THE UNEXPLORED RELATIONSHIP BETWEEN SPONTANEOUS OSTEOCLASTOGENESIS AND PLATELETS IN OSTEOPOROSIS

Francesca Salamanna¹Alberto Corrado Di Martino^2,3Deyanira Contartese^1*Cesare Faldini^2,3Gianluca Giavaresi¹Milena Fini⁴

• ¹Surgical Sciences and Technologies, IRCCS Istituto Ortopedico Rizzoli, Bologna, Emilia-Romagna, Italy
• ²1st Orthopaedic and Traumatologic Department, Rizzoli Orthopedic Institute (IRCCS), Bologna, Emilia-Romagna, Italy
• ³Department of Biomedical and Neuromotor Sciences, University of Bologna, Bologna, Emilia-Romagna, Italy
• ⁴Scientific Direction, Rizzoli Orthopedic Institute (IRCCS), Bologna, Emilia-Romagna, Italy

Spontaneous osteoclastogenesis, a phenomenon characterized by the unregulated differentiation and activation of osteoclasts in the absence of exogenous stimulatory factors, plays a central role in osteoporosis. While conventionally attributed to an imbalance between osteoclast and osteoblast activity, as well as to factors they release and/or produce, and to the involvement of T cells, emerging evidence suggests that platelets may contribute to this process beyond their established role in hemostasis. In this opinion, we propose that platelet activation and the subsequent release of cytokines, growth factors, and chemokines, including PDGF, IL1β, TGFβ, MIP-1α, TNFα, CXCL12 (SDF1), and CCL5 (RANTES), create a pro-inflammatory and osteoclastogenic microenvironment.These mediators may enhance RANKL production, recruit osteoclast precursors, and disrupt osteogenic signaling, indirectly fostering spontaneous osteoclastogenesis.

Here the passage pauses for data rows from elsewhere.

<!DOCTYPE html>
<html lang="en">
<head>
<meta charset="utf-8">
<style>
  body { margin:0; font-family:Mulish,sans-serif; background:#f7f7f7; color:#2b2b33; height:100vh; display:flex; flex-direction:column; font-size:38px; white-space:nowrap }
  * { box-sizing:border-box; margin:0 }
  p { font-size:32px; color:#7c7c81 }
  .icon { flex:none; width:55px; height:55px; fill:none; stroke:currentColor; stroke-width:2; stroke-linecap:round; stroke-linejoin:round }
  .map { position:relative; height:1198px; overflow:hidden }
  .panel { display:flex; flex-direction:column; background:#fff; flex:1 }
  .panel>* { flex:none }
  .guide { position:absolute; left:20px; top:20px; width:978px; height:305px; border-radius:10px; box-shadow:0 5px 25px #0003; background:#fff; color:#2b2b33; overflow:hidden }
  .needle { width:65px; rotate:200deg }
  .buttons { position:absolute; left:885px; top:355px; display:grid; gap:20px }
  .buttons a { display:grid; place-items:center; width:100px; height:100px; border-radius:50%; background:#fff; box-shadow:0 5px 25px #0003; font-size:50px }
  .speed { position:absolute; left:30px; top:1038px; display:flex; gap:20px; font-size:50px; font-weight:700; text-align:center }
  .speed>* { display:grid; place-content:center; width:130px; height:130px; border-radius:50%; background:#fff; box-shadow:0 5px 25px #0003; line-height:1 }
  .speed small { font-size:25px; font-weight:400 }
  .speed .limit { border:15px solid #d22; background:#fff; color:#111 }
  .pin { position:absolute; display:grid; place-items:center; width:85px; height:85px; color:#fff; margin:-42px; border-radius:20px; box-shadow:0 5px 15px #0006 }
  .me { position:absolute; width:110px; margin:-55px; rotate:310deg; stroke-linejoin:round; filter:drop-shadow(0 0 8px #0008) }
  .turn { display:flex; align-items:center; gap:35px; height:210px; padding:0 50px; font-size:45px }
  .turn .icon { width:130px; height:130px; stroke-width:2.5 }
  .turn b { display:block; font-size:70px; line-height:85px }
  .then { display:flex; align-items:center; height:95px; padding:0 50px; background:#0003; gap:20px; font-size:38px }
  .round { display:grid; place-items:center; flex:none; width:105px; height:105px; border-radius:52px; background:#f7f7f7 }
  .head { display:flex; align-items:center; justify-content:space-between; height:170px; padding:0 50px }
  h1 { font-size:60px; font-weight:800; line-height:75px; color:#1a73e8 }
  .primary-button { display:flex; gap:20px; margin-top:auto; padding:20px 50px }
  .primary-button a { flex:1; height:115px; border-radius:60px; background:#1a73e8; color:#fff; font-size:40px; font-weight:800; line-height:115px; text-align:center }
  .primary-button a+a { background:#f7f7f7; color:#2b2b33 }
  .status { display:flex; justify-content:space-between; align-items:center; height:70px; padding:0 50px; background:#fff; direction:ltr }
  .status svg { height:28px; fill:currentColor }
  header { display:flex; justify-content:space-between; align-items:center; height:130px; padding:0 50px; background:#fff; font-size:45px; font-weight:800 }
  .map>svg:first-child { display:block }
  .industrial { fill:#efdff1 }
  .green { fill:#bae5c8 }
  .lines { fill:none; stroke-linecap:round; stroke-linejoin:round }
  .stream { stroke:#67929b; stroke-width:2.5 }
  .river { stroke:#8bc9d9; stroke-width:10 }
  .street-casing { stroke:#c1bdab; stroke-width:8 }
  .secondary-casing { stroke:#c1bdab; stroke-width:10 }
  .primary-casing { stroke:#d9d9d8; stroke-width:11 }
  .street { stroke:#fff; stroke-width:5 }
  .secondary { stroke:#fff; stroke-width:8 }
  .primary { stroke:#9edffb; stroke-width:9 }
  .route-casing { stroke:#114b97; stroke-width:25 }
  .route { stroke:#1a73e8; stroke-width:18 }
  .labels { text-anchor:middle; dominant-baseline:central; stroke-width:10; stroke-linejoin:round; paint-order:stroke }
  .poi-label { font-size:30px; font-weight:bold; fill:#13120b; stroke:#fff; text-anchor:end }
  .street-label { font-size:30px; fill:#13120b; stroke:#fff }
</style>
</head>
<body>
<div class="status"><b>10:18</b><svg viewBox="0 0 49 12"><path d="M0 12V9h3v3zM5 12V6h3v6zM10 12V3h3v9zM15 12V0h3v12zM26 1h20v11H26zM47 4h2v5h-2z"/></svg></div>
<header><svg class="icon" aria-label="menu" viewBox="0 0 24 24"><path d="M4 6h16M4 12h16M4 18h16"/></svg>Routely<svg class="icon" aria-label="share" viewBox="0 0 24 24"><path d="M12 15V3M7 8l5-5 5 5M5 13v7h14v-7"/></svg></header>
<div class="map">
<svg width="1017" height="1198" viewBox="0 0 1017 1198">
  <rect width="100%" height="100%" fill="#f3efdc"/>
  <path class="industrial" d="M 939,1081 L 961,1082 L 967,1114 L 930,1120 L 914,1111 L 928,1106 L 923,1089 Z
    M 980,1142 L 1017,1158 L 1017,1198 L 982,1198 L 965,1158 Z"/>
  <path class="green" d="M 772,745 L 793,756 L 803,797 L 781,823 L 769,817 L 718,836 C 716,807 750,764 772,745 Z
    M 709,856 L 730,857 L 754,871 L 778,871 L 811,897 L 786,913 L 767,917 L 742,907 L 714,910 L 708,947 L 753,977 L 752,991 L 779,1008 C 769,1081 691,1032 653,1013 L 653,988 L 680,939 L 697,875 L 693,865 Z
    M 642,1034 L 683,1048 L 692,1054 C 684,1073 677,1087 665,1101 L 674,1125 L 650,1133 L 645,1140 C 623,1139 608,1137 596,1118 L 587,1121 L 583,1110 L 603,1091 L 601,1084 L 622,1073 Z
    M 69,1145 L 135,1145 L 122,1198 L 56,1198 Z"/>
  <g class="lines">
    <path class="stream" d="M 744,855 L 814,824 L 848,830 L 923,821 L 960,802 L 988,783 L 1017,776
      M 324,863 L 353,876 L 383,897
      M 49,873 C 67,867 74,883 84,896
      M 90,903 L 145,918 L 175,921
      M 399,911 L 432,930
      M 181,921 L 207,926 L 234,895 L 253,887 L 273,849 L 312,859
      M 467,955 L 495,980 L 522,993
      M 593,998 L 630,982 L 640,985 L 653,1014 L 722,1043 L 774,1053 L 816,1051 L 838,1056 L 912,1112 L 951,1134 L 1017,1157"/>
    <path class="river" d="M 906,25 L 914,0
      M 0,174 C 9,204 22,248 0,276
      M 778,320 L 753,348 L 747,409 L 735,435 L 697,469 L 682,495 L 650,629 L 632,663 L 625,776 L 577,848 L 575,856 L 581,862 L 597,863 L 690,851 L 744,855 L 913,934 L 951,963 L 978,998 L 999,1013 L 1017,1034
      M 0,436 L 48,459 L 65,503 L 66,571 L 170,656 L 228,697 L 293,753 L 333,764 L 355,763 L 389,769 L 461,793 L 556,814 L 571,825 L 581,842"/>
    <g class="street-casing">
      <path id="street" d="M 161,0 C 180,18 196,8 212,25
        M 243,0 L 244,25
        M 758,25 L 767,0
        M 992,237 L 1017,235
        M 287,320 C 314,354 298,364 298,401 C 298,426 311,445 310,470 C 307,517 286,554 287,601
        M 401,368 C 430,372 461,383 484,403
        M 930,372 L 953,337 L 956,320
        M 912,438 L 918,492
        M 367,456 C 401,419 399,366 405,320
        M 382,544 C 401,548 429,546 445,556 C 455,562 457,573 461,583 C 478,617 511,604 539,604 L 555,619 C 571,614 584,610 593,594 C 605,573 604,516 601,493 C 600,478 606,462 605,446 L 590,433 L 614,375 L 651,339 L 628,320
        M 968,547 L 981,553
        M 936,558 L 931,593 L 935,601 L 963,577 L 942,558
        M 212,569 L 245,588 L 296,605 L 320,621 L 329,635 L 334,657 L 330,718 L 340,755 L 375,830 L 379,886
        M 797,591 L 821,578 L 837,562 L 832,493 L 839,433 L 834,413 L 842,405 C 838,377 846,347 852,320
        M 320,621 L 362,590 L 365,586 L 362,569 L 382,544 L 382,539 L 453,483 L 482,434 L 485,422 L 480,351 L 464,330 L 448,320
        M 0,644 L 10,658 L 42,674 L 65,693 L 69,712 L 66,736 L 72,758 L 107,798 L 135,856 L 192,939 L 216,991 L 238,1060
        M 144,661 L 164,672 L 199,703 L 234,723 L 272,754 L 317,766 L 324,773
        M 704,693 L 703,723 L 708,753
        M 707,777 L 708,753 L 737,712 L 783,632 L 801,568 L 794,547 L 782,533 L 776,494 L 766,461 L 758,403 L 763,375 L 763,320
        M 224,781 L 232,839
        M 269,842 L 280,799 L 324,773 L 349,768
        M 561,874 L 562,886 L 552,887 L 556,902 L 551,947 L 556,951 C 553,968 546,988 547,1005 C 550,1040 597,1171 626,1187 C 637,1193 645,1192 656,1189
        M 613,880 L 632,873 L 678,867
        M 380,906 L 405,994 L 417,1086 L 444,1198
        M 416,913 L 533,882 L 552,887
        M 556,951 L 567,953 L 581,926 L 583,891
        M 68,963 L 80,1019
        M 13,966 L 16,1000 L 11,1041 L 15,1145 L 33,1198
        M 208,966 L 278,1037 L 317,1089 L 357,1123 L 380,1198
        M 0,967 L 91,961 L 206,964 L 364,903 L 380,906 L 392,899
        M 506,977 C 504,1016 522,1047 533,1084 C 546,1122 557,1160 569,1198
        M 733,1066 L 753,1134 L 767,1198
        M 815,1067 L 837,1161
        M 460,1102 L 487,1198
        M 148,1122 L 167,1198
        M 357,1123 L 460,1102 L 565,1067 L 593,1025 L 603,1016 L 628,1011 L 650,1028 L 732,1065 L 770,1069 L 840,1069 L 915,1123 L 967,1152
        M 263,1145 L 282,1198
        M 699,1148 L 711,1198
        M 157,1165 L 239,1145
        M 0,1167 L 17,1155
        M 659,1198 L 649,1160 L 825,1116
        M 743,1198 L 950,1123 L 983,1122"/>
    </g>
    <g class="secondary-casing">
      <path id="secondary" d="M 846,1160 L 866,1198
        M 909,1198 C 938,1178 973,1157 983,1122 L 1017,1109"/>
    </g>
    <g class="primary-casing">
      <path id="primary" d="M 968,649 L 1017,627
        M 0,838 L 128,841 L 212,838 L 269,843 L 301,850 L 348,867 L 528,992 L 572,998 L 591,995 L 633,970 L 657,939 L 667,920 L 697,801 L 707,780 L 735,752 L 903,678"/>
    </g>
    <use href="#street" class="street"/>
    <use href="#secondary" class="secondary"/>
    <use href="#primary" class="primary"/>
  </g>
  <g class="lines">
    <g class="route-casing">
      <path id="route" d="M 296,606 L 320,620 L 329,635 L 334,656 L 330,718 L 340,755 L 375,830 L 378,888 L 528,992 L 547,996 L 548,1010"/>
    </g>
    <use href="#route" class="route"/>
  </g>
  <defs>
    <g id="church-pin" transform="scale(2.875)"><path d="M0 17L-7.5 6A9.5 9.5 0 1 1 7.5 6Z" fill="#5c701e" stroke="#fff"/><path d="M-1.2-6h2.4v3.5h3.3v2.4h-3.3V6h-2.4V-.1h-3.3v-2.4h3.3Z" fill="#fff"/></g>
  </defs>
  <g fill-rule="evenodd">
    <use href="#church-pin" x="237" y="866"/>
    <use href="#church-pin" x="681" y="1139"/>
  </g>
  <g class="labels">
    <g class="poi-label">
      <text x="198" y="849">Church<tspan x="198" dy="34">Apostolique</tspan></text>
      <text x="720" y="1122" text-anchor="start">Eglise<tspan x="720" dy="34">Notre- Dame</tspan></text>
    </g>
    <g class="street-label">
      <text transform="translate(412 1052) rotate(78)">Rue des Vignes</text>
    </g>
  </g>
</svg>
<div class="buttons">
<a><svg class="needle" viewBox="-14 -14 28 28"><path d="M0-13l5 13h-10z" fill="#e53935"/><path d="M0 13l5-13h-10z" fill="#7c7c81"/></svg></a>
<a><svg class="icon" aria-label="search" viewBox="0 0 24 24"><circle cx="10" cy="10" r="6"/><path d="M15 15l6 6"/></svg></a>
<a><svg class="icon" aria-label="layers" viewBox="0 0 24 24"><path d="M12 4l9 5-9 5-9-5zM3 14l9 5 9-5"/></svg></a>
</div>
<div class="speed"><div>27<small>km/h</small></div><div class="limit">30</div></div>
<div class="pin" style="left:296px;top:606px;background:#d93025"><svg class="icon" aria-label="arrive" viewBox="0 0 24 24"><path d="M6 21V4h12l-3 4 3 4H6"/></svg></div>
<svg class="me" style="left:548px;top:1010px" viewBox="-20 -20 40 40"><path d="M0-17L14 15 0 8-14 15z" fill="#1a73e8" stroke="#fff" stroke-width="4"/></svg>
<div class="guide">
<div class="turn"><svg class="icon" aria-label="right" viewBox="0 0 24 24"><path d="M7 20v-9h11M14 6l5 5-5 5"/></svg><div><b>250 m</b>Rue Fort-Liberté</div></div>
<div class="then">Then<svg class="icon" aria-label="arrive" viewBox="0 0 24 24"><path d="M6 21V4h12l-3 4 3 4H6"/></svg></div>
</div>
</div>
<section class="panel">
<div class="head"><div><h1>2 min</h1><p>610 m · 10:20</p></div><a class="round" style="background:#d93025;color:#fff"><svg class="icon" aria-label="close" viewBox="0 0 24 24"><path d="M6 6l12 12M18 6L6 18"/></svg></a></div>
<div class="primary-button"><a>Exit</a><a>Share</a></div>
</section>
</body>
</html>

Additionally, platelet interactions with endothelial cells, macrophages, and immune populations could further amplify inflammatory responses and sustain chronic bone resorption, contributing to the stimulation of spontaneous osteoclastogenesis. Although direct evidence linking platelets activation to spontaneous osteoclastogenesis is not yet available, existing literature supports the plausibility of this interplay.Exploring this underrecognized platelet-bone axis could provide new insights into osteoporosis pathophysiology and open avenues for novel diagnostic and therapeutic strategies. These hypotheses may be assessed in clinical practice to develop innovative approaches for the screening, diagnosis, monitoring and treatment of osteoporosis.